KR20140118469A - Roll pressing machine with two rolls - Google Patents

Abstract

The present invention relates to a two-stage rolling mill and, more specifically, to a two-stage rolling mill capable of effectively performing crown control at the high degree of precision and rolling a material to be rolled into a highly precise form. According to the present invention, the two-stage rolling mill comprises upper and lower rolls which are spaced with a predetermined gap from a main frame and installed to vertically face each other; upper and lower chokes which has a bearing installed therein, wherein the bearing supports both ends of the upper and lower rolls to be able to rotate; upper and lower screws which are installed on the upper left and right surfaces of the upper and lower chokes, respectively, to apply pressure to the upper and lower chokes to align the positions of the upper and lower rolls while vertically moving by rotation; first and second brackets which are combined to one side of the upper choke and one side of the lower choke, respectively, to support the ends of the upper and lower rolls from the outside of the center of load of the upper and lower screws to be able to rotate; third and fourth brackets which are combined to the other side of the upper choke and the other side of the lower choke, respectively, to support the other ends of the upper and lower rolls from the outside of the center of load of the upper and lower screws to be able to rotate; a pair of first hydraulic cylinders which make both ends of the first and third brackets connected to each other, have the length adjusted by fluid pressure, and vertically bend the sides of the upper and lower rolls; and a pair of second hydraulic cylinders which makes both ends of the second and fourth brackets connected to each other, have the length adjusted by fluid pressure, and vertically bend the other sides of the upper and lower rolls.

Description

[0001] ROLL PRESSING MACHINE WITH TWO ROLLS [0002]

The present invention relates to a two-stage rolling mill, more particularly, to a two-stage rolling mill capable of performing effective crown control with high precision and capable of rolling a rolled material to a high precision shape.

Generally, a rolling mill is a device for producing a thin film having a thin thickness by pressing a rolled material passing between a pair of rolls. The roll is deflected by a reaction force received from the rolled material at the time of rolling, It is often the case that the non-uniformity occurs.

Particularly in the case of hot rolling, the outer diameter of the roll may slightly change in the axial direction in accordance with the temperature gradient occurring in the axial direction of the roll, The same thin rolled material will have a significant impact on the rolling accuracy of the product.

Accordingly, a method in which rolls of various shapes are preliminarily manufactured in consideration of the amount of roll deformation at the time of rolling may be used.
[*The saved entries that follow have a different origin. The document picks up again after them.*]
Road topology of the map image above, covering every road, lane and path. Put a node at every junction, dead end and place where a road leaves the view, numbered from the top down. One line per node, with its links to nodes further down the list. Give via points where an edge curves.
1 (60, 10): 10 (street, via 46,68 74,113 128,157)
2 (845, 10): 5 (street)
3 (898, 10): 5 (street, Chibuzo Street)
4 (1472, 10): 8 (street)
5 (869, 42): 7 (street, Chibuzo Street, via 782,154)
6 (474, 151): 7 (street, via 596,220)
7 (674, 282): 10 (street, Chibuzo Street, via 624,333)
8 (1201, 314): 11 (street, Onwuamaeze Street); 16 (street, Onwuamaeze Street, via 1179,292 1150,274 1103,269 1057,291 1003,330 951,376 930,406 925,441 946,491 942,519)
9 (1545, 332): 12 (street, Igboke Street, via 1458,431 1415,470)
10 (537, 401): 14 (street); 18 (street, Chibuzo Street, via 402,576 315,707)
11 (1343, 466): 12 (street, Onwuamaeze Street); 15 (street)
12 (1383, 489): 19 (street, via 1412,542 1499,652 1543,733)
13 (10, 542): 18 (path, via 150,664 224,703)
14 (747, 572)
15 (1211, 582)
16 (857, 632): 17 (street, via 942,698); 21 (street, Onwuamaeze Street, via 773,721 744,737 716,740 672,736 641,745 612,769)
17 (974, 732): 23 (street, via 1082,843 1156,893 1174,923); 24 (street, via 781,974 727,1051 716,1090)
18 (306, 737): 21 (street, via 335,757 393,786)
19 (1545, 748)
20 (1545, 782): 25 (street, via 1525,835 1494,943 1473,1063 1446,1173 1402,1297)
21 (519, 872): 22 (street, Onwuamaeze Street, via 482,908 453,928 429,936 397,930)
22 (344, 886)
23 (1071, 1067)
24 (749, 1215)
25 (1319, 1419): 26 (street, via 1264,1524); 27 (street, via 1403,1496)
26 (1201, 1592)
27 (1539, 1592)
However, whenever the specification of the rolled material changes, a suitable roll must be replaced There has been developed a rolling mill capable of crown control that deforms rolls in response to the amount of deformation of rolls due to the problem that it is not suitable for a variety of production.

Specifically, in the case of four or more multi-stage rolling mills mainly used for rolling a thin film, a plurality of hydraulic cylinders are installed at appropriate positions of chokes for supporting backup rolls for crown control, The hydraulic cylinder is driven in accordance with the amount of crown to be controlled so that the roll is deformed by choke.

However, since there is a limit in the width of the choke (the dimension along the axial direction of the roll) installed in the rolling mill, it is difficult to install a plurality of hydraulic cylinders in a narrow choke, and furthermore, There is a problem in that crown control can not be performed precisely when a hydraulic cylinder is installed in the cylinder.

Further, when a plurality of hydraulic cylinders are installed in a choke, there is a problem in that the structure inside the choke becomes complicated and the manufacturing cost becomes high.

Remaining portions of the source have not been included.